The suit had been brewing for some time with merchants first suing the two credit companies in 2005. Visa and MasterCard were accused of having fixed fees that charged merchants every time a customer used one of these credit cards, Reuters reported. These were commonly referred to as "swipe fees" or "interchange fees."
Judge says settlement works for both sides
The settlement was approved by U.S. District Judge John Gleeson in a written order, but advised merchants that some of their claims were a little extreme.
"I conclude that the proposed settlement secures both a significant damage award and meaningful injunctive relief for a class of merchants that would face a substantial likelihood of securing no relief at all if this case were to proceed," Gleeson said.
Several businesses not pleased
The original total of the settlement was $7.2 billion, but that was decreased to $5.7 billion after a number of businesses opposed the deal. Reuters reported that approximately 8,000 merchants, including major retailers such as Amazon, Target and Wal-Mart, opted out of the settlement because of broad definitions in the settlement.
Merchants who took the settlement will not be able to sue either of the companies if something along these lines happens again. For those that took the settlement, they will be allowed to charge customers extra if they use one of these credit cards in certain situations, but many believe these circumstances are very limited and some states do not even allow this type of charging. The National Retail Federation General Counsel Mallory Duncan said that the wording of the settlement is not what they initially wanted.

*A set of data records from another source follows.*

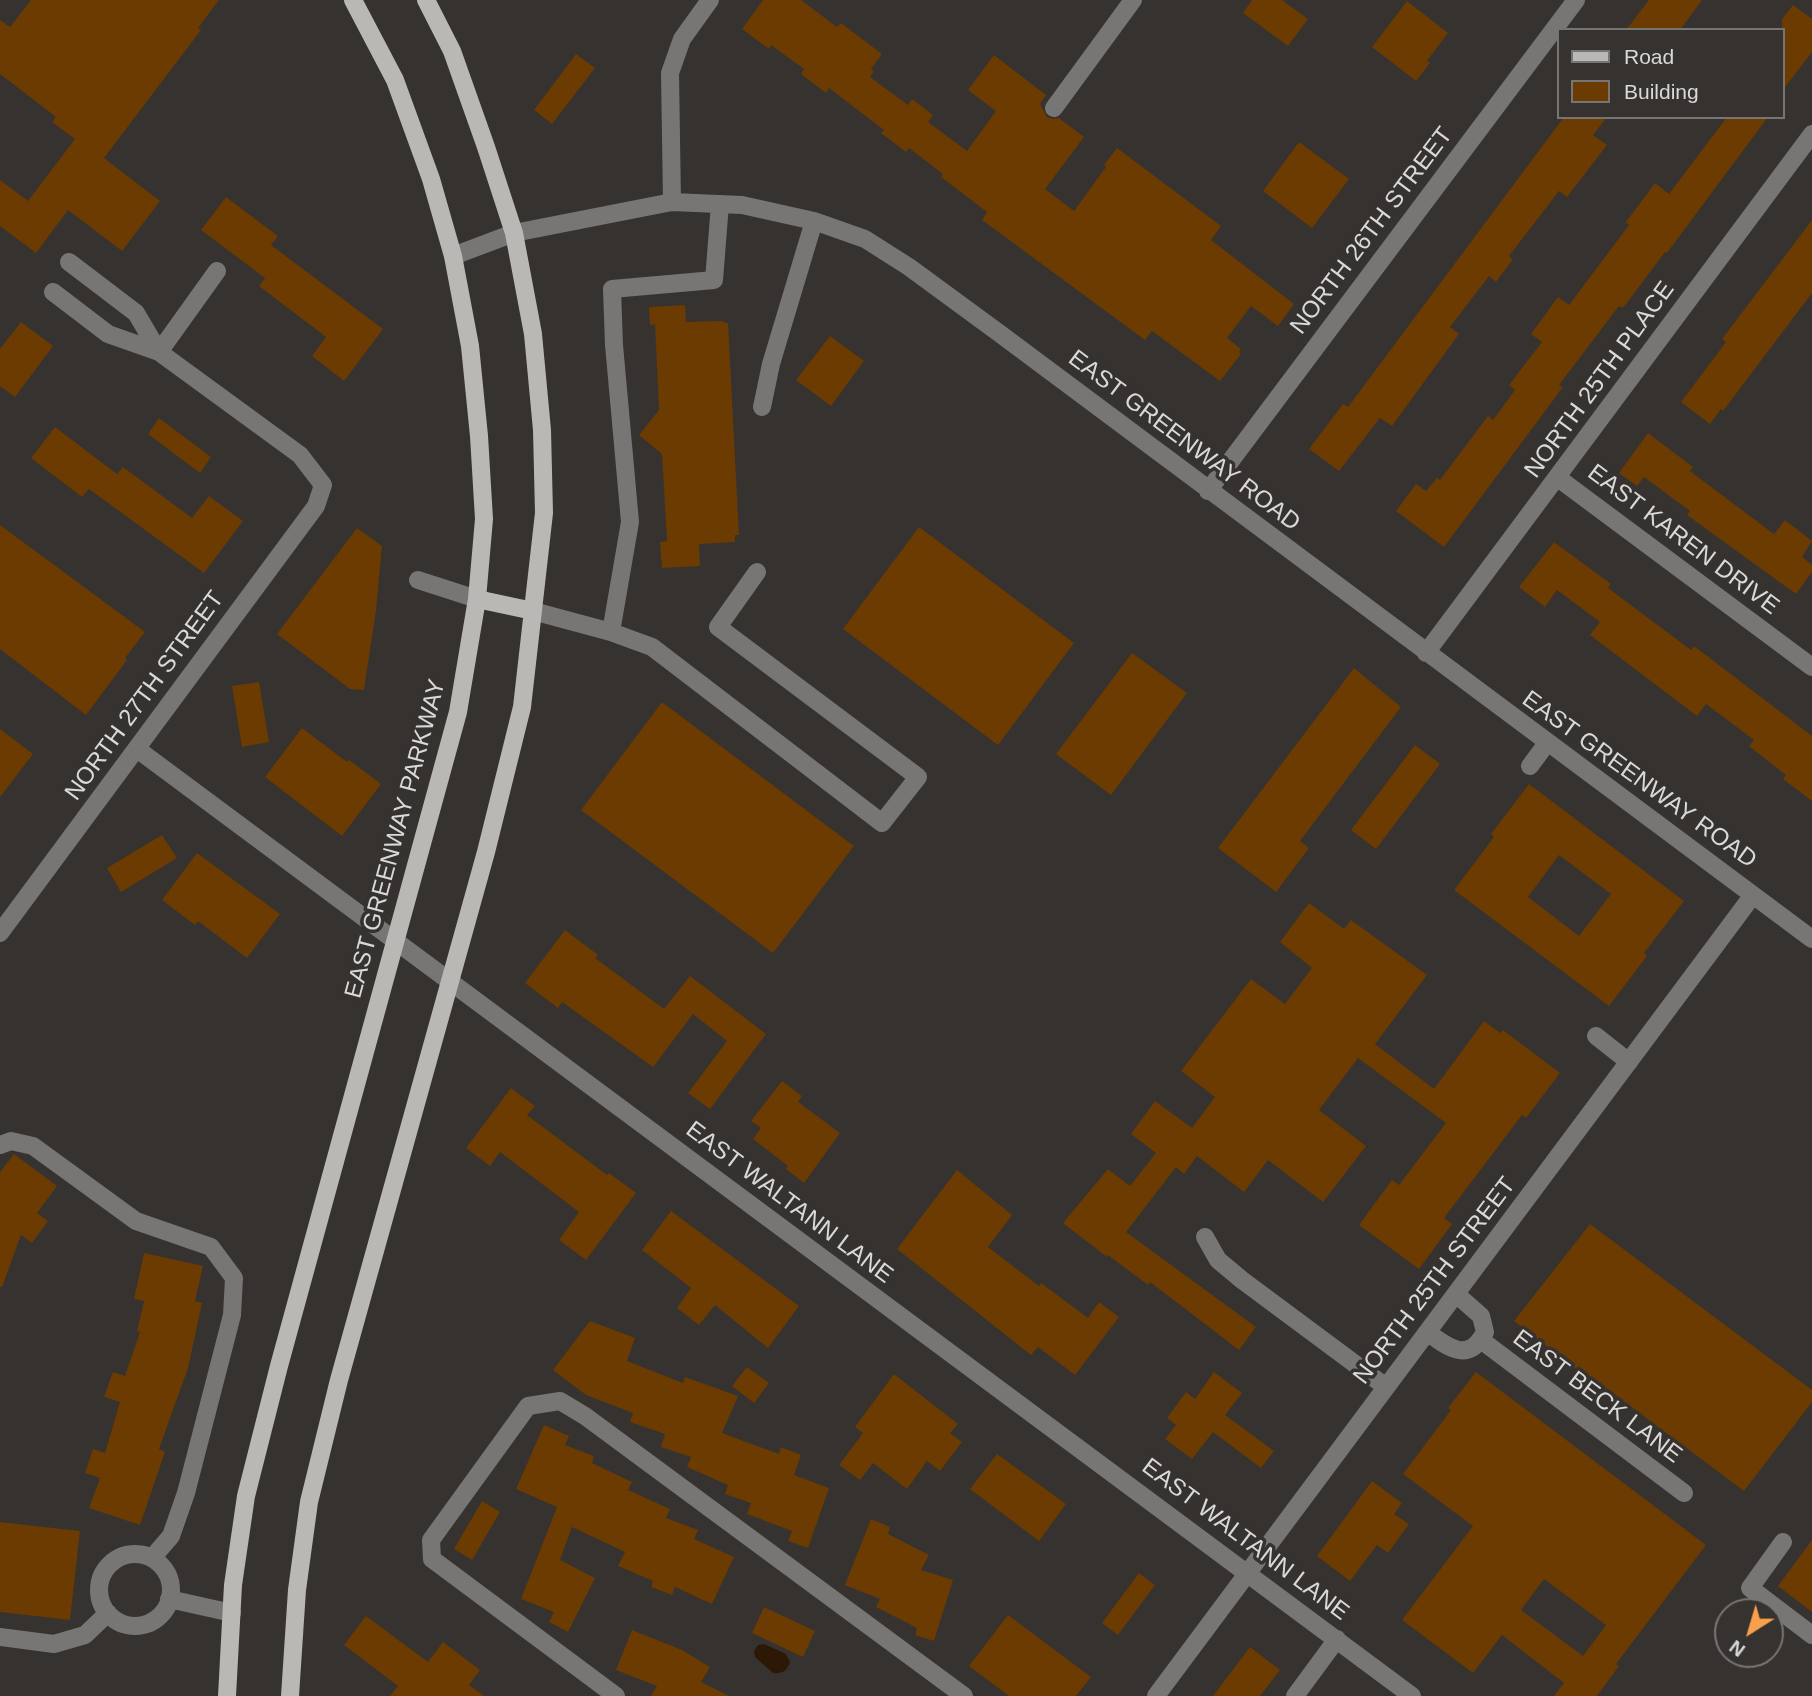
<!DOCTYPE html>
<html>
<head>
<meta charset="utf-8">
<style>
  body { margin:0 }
  #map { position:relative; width:1812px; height:1696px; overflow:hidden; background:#353230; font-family:Arial,sans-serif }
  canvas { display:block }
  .legend { position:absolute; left:1557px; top:28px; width:228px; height:91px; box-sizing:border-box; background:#353230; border:2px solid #777573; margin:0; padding:9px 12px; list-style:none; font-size:21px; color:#dbd9d8 }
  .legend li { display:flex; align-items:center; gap:14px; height:35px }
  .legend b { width:35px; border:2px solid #777573 }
  .north { position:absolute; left:1714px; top:1598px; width:70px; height:70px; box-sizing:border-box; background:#353230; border:2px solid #777573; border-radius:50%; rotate:217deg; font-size:19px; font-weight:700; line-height:28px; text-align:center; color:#dbd9d8 }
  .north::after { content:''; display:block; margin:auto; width:24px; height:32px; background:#f8a04b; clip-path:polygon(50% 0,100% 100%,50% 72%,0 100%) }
</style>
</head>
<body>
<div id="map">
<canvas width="1812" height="1696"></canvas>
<ul class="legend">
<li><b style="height:9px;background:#bab8b5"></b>Road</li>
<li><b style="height:19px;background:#6b3b01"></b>Building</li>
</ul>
<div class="north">N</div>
</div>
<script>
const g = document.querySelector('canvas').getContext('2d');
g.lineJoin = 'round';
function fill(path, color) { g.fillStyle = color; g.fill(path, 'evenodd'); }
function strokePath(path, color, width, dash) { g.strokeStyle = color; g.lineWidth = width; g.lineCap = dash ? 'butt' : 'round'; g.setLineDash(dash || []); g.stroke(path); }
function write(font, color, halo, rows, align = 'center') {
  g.font = font + ' Arial,sans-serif'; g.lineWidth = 7; g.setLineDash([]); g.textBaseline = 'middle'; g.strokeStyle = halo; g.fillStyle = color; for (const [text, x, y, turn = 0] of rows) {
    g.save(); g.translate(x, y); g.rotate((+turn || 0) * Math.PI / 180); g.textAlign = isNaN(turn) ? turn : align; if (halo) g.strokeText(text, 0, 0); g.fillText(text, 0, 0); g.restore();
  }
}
fill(new Path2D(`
  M764,1644L786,1654L790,1662C787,1671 782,1674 773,1673L755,1657L754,1651L758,1645Z`), '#2d1805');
fill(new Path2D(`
  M31,0H219L198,28L201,30L104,158L160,201L122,251L68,210L36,253L0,226V180L28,201L75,139L52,122L56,117L0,74V20L10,27Z
  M763,0H801L837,27L841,23L882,54L871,69L874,71L870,77L908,105L912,99L933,115L928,122L967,151L996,111L968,90L994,55L1046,95L1040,104L1047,117L1052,119L1059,118L1084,137L1045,189L1074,211L1106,167L1104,165L1117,148L1221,226L1211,240L1294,304L1278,326L1251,306L1227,338L1241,349L1239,352L1241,354L1220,381L1152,331L1145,340L982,220L987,212L941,177L943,174L909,148L906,152L881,133L884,130L829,88L826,93L801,74L804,69L771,45L769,49L742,29Z
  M1252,0H1282L1308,19L1288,46L1243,13Z
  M1649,0H1702L1680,30H1626Z
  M1407,1L1448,33L1427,61L1430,63L1416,81L1372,47Z
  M1793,5L1812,19V52L1782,91V19Z
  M576,54L595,68L552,124L534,110Z
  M1564,117H1607L1593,135L1607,145L1567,197L1559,191L1509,256L1513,259L1496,282L1489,276L1450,327L1459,334L1392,426L1380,418L1339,471L1309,449L1343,404L1348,407Z
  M1727,117H1768L1667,253L1665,252L1623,308L1619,306L1559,385L1563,387L1444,547L1396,511L1416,484L1426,491L1437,478L1440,480L1488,416L1493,420L1515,390L1509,385L1542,342L1531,334L1558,297L1569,305L1629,225L1626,222L1655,183L1669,194Z
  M1299,142L1349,179L1312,228L1263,191Z
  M226,197L278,236L271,245L383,329L344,381L312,356L326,337L259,286L265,278L201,230Z
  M1812,220V293L1723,411L1721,409L1710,424L1681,402L1726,342L1722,339Z
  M685,305L686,322L723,321L724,323H728L739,535H735V542L699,544L700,566L662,568L660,542L667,541L662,454L639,435L659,410L655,324L650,325L649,307Z
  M21,322L53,346L15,397L0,386V349Z
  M830,336L864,361L831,406L796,380Z
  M159,418L211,457L200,473L148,434Z
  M55,427L117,474L123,467L192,518L209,496L243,521L204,573L89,489L82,497L31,458Z
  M1648,433L1693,467L1690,471L1774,534L1785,520L1812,541L1802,557L1812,565V572L1796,594L1687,515L1690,511L1644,477L1637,486L1619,473Z
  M0,525L145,632L125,658L127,660L86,715L0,649Z
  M919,527L1074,643L998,745L843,629Z
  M357,528L382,546L376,610L364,690L350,689L277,634Z
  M1554,542L1611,584L1608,588L1691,650L1694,646L1812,736V801L1783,779L1786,775L1749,746L1754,740L1706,704L1697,716L1590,635L1600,622L1557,590L1545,607L1519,587Z
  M1132,653L1187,693L1111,795L1056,754Z
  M1354,668L1401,707L1300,841L1309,848L1276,892L1218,848Z
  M259,682L269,742L242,747L232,686Z
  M662,702L854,846L773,953L581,810Z
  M302,728L347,762L349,760L381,784L342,836L265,777Z
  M0,729L33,754L0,797Z
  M1415,745L1440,764L1376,849L1351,830Z
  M1529,784L1684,901L1644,953L1647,956L1609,1006L1454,890L1494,837L1491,834ZM1559,855L1611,894L1579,936L1528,897Z
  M162,835L177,858L121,892L107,868Z
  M197,853L280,914L247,958L198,921L195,925L162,900Z
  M1309,903L1344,929L1351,920L1427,975L1375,1044L1434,1089L1484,1021L1500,1033L1503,1030L1560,1073L1526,1118L1522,1115L1444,1218L1452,1224L1419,1269L1359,1225L1392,1180L1399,1185L1446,1123L1358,1058L1319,1110L1366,1146L1323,1202L1268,1160L1244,1192L1197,1156L1184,1174L1176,1167L1126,1232L1256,1327L1239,1350L1150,1282L1148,1285L1108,1255L1107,1257L1063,1223L1108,1169L1130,1186L1156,1153L1131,1134L1155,1101L1192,1128L1215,1097L1181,1071L1251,979L1285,1004L1312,968L1280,942Z
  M565,930L598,955L595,958L664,1009L690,976L766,1034L710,1109L688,1093L727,1041L693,1014L653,1067L562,1002L558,1008L525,983Z
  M782,1081L802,1096L798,1102L840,1133L804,1183L786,1169L788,1166L753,1139L761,1128L751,1121Z
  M511,1088L535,1106L527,1115L607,1175L609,1173L636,1193L586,1260L559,1240L579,1212L500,1152L490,1166L466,1148Z
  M14,1154L57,1186L37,1213L48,1221L32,1243L21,1235L2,1287H0V1172Z
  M957,1170L1012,1215L988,1247L1039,1286L1041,1283L1088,1318L1099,1302L1119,1317L1075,1375L1038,1347L1031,1355L897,1249Z
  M671,1211L799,1306L768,1348L715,1305L699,1325L677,1308L691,1288L642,1250Z
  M1590,1224L1812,1390V1402L1744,1491L1590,1376L1588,1378L1514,1321Z
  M144,1253L203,1266L195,1301L202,1303L188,1368L159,1449L165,1452L140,1525L89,1508L100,1478L85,1473L93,1449L105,1453L120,1402L104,1397L113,1372L125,1376L140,1332L137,1331L144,1301L134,1299Z
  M590,1321L635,1338L627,1361L683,1383L685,1377L738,1396L722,1433L779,1454L781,1447L801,1455L794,1475L829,1488L808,1548L788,1541L792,1531L747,1514L751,1503L725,1494L728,1485L687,1467L691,1457L661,1447L665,1434L630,1422L633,1413L586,1395L553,1370Z
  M747,1367L769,1383L754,1403L732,1386Z
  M1214,1372L1242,1393L1225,1415L1274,1451L1261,1468L1213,1432L1192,1459L1165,1439L1176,1425L1167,1418L1186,1392L1195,1399Z
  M1476,1372L1706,1545L1616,1664L1619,1666L1597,1696H1554L1564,1683L1502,1635L1473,1673L1402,1620L1473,1526L1403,1474L1451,1410L1448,1408ZM1544,1579L1606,1625L1583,1656L1521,1610Z
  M894,1374L958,1424L950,1433L962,1442L940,1471L927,1461L907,1489L873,1463L860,1480L839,1465L863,1433L855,1427Z
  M544,1425L569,1436L565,1445L594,1456L592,1463L632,1482L628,1490L670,1509L666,1518L698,1530L694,1539L734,1557L712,1604L675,1587L672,1595L651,1587L653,1581L618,1566L625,1552L572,1527L560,1560L595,1578L568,1632L549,1622L554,1612L521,1599L557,1507L516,1489Z
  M997,1454L1066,1504L1039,1541L970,1489Z
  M1372,1481L1402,1503L1394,1514L1409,1524L1388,1553L1377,1545L1350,1581L1317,1556Z
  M482,1501L500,1512L472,1560L454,1549Z
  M871,1519L890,1527L888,1534L929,1555L921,1570L953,1580L934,1641L915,1635L917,1628L876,1607L880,1599L845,1585Z
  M0,1522L80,1531L70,1620L0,1612Z
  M1812,1540V1612L1778,1586Z
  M1139,1573L1155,1585L1118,1635L1102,1623Z
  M764,1607L815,1631L803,1657L752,1633Z
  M1008,1615L1091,1677L1076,1696H1009L969,1666Z
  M366,1616L428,1662L443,1642L480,1670L469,1685L484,1696H390L398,1686L344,1645Z
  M632,1630L682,1650L710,1667L701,1682L729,1696H651L657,1686L616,1670Z
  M1250,1647L1280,1670L1260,1696H1213Z`), '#6b3b01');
strokePath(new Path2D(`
  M1054,108L1133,0
  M672,202L670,73L682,39L710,0
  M453,256L514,233L672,202L742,205L814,221L865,239L909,267L999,333L1812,939
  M69,262L136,313L159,352
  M159,352L217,271
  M762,407L771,364L814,221
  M1558,478L1812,667
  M1208,491L1576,0
  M418,580L477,599
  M533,611L611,632L652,647L882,823L918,777L718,627L757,572
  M611,632L630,522L614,345L612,289L714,280L720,204
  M1426,653L1812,134
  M137,749L1412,1696
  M1530,766L1547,743
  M0,933L316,506L323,485L300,455L159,352L108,334L53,292
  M1596,1036L1629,1062
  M0,1145L11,1141L33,1146L136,1221L211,1247L234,1278L232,1315L186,1493L171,1536L152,1558
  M1205,1237L1218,1260L1242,1280L1386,1387
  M1427,1332C1450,1349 1469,1363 1485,1332L1481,1316L1456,1294
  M1481,1340L1684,1493
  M1783,1542L1750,1588L1812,1635
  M99 1590a36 36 0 1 1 72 0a36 36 0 1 1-72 0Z
  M169,1599L232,1613
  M0,1637L54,1644L85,1635L108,1613
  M616,1696L432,1559L431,1540L528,1406L560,1401L585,1416L964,1696
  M1156,1696L1753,895
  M1295,1696L1337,1639`), '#777675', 18);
strokePath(new Path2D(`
  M477,599L533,611
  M227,1696L233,1585L246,1496L279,1366L458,712L477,599L484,519L479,436L470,346L453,256L431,179L395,80L353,0
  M290,1696L297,1590L309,1502L339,1380L486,852L522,707L544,513L542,430L533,334L514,233L486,147L452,51L426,0`), '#bab8b5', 18);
write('24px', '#dbd9d8', '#353230', [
  ["NORTH 26TH STREET",1372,231,-53],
  ["NORTH 25TH PLACE",1600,380,-54],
  ["EAST GREENWAY ROAD",1184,441,37],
  ["EAST KAREN DRIVE",1683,540,37],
  ["NORTH 27TH STREET",145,696,-54],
  ["EAST GREENWAY ROAD",1639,780,36],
  ["EAST GREENWAY PARKWAY",396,839,-75],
  ["EAST WALTANN LANE",789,1203,37],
  ["NORTH 25TH STREET",1435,1281,-53],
  ["EAST BECK LANE",1597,1397,37],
  ["EAST WALTANN LANE",1245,1540,37]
]);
</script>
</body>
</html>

"We are very disappointed that this deeply flawed settlement has been approved," Duncan said. "It is not supported by the retail industry and would do nothing to reduce swipe fees or keep them from rising in the future."
Several of the retailers who have opted out of the settlement will be filing their own lawsuits, Reuters reported.
Lower prices in stores
Despite the fact that many merchants were unhappy about the settlement, experts feel it will help reduce prices for certain products The Washington Post reported.
"It will reduce the fees and overall prices that consumers pay, which is good for merchants and consumers," Attorney Patrick Coughlin told The Washington Post. "There will be more transparency in the pricing."
Credit companies glad suit is over
Representatives from Visa and MasterCard are hoping this settlement will go a long way in resolving issues regarding fees among merchants. Before the current case was filed, the two credit card companies dealt with a similar case with others voicing their concerns about rules with the use of their cards in 2003. MasterCard General Counsel Noah Hanft said that this deal will help out the two companies move past the previous litigations. Visa Chief Executive Charlie Scharf said this resolution will help the company move on and carry on business as usual.
"We have realized a significant achievement in our efforts to resolve the long-standing legal differences between merchants and the payments industry," he said. "We are confident that through this agreement we have opened the door to new opportunities for collaboration with our merchant clients."